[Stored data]
···

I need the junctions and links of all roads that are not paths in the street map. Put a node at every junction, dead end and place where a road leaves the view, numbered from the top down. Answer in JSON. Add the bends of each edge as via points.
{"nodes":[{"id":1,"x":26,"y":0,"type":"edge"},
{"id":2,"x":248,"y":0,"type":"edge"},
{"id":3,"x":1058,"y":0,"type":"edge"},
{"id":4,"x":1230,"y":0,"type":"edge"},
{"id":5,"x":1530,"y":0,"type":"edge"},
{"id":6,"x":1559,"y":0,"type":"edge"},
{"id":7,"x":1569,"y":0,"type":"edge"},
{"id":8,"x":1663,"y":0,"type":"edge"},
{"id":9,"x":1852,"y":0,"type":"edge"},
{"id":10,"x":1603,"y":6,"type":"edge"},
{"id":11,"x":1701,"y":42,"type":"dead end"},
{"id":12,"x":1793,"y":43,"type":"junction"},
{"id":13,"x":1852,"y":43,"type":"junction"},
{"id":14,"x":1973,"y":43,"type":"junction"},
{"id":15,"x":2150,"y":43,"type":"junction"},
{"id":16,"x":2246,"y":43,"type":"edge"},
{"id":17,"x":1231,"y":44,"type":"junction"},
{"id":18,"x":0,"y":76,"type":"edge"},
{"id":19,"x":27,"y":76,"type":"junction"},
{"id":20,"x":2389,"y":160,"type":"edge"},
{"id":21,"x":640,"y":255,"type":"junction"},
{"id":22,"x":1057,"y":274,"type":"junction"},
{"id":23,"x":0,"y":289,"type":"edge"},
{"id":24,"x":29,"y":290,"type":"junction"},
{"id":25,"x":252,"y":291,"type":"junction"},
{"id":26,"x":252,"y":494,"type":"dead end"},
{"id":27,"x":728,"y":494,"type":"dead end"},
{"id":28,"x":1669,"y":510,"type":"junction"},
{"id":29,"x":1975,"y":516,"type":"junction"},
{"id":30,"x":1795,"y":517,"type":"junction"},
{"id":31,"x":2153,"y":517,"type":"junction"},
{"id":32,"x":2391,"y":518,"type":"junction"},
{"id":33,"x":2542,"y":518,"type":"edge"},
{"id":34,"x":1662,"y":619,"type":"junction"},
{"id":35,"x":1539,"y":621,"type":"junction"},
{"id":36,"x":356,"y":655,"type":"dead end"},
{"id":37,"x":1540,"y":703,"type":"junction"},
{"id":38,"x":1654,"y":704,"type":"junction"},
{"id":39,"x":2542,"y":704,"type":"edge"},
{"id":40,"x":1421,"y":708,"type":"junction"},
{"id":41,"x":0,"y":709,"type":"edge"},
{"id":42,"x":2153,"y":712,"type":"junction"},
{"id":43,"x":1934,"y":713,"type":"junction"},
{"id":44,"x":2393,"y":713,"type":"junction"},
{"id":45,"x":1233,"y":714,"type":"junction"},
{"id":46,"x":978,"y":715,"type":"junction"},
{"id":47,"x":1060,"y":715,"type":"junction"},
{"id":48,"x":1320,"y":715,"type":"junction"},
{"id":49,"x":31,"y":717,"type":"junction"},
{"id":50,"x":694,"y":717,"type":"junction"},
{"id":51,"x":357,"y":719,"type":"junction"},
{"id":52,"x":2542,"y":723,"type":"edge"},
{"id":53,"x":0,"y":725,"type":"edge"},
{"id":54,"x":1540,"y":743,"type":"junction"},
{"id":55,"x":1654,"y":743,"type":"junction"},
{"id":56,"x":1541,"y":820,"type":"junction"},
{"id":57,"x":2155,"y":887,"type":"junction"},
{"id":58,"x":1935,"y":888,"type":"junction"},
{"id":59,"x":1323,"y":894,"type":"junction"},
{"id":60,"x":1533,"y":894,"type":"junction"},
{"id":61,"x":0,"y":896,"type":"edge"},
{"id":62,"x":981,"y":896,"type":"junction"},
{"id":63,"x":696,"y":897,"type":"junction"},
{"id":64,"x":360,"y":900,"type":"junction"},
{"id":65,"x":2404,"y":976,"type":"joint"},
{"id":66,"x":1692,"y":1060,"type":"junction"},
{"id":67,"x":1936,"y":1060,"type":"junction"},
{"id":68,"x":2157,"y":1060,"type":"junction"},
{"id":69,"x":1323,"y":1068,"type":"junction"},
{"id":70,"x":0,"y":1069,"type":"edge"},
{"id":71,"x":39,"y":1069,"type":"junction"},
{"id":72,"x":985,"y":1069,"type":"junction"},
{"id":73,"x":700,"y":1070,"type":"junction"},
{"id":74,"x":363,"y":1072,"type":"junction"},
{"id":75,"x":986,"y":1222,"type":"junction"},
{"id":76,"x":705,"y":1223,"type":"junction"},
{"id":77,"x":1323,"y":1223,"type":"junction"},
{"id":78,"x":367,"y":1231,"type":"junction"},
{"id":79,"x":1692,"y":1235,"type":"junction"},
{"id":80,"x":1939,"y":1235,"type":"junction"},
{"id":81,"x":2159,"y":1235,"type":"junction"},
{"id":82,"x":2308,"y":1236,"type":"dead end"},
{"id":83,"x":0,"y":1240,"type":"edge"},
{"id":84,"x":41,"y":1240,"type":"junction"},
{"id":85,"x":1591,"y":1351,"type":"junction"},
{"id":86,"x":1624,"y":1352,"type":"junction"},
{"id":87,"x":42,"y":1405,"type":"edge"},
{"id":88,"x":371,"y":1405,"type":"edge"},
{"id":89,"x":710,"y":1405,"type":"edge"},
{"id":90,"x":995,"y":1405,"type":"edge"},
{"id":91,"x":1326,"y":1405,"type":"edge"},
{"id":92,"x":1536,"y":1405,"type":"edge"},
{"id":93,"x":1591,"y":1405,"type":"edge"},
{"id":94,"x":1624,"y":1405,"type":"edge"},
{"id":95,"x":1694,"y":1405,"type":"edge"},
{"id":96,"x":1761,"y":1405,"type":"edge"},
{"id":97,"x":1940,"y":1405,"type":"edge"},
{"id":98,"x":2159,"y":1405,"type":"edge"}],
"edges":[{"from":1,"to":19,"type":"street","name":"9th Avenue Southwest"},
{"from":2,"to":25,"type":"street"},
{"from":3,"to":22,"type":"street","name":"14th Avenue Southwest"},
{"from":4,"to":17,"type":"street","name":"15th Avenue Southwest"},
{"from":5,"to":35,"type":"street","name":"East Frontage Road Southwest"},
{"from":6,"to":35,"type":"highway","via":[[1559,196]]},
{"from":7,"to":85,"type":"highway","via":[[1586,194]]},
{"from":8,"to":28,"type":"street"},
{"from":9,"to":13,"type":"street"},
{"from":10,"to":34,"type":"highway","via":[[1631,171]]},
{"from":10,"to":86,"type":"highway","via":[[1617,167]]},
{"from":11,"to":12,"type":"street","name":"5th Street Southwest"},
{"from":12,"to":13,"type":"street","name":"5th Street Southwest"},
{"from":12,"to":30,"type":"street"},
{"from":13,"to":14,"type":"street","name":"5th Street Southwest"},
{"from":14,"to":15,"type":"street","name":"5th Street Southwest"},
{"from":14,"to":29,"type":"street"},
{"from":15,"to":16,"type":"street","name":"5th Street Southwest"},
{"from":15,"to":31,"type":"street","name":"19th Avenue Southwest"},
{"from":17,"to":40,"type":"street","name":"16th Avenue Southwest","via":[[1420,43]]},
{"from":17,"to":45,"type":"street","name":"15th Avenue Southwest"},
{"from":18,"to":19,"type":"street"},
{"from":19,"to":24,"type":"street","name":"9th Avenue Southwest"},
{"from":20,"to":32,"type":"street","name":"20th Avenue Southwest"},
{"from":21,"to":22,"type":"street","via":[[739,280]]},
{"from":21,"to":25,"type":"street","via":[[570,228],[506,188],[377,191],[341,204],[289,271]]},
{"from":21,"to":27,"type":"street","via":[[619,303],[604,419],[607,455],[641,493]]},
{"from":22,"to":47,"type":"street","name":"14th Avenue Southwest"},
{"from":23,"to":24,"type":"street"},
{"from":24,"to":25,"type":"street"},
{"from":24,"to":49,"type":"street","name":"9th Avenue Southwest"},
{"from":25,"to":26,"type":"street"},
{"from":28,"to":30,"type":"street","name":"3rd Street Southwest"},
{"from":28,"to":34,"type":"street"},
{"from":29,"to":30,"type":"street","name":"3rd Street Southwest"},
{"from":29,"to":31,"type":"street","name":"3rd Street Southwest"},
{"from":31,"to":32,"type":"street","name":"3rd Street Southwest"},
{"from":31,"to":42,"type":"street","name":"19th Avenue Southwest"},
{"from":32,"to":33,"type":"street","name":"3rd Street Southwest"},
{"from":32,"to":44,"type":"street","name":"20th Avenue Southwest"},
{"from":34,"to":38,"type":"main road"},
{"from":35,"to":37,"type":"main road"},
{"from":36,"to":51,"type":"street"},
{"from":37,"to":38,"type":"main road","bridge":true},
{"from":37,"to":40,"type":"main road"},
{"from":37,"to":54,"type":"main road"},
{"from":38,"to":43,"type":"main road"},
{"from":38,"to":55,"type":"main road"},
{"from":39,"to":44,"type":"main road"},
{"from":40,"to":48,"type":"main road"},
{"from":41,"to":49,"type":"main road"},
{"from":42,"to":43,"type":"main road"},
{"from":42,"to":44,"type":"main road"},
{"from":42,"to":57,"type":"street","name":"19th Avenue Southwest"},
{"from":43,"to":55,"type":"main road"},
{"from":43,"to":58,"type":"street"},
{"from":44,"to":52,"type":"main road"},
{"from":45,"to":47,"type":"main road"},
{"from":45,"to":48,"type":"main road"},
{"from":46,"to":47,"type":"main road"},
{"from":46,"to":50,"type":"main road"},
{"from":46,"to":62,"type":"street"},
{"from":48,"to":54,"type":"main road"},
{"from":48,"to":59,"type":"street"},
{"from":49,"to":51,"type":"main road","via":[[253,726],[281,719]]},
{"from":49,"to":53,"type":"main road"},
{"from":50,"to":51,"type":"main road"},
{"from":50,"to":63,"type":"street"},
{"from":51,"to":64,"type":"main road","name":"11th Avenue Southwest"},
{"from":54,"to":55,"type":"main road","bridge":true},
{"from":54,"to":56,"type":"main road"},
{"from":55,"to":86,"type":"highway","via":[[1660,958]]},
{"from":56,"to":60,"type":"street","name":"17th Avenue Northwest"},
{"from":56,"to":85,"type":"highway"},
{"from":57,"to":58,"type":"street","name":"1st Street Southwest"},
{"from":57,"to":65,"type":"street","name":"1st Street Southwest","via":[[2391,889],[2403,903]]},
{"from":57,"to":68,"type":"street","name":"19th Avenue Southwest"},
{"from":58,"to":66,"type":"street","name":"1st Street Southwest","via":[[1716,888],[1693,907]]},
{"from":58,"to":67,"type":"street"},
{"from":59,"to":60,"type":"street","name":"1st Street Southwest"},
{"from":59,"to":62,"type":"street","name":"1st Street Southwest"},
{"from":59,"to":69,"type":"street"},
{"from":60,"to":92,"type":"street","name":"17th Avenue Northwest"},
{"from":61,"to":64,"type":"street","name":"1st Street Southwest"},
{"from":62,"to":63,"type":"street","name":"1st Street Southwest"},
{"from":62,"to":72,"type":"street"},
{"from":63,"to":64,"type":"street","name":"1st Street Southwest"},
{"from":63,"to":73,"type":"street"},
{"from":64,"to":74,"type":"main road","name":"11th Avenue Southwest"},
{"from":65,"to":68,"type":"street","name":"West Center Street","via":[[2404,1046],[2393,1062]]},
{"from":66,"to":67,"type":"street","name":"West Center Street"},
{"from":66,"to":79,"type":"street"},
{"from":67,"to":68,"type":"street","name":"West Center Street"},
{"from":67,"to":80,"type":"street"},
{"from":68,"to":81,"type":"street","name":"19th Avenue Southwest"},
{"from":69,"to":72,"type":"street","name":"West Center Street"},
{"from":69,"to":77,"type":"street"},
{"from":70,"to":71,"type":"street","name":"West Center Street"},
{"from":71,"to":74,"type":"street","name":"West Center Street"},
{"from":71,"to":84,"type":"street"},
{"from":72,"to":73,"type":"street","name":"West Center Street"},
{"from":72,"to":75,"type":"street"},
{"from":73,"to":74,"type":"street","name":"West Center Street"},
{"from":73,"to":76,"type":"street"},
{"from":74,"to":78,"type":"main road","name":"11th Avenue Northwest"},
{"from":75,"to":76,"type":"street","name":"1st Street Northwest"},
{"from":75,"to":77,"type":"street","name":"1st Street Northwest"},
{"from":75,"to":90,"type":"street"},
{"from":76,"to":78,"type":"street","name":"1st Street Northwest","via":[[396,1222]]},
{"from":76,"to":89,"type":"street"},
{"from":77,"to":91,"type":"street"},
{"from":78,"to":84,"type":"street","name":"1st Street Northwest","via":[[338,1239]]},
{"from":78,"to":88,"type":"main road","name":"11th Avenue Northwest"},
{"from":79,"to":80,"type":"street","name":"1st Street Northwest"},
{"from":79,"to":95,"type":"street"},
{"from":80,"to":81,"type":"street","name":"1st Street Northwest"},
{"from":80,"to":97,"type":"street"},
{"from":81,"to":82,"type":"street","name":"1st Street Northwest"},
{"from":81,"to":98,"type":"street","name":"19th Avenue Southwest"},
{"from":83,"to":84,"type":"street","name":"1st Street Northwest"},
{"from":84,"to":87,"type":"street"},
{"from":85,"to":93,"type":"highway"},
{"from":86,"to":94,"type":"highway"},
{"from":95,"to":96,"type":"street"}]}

···

(Task to complete): Show every line from the entries above in which "true" appears.

(Exercise response):
{"from":37,"to":38,"type":"main road","bridge":true},
{"from":54,"to":55,"type":"main road","bridge":true},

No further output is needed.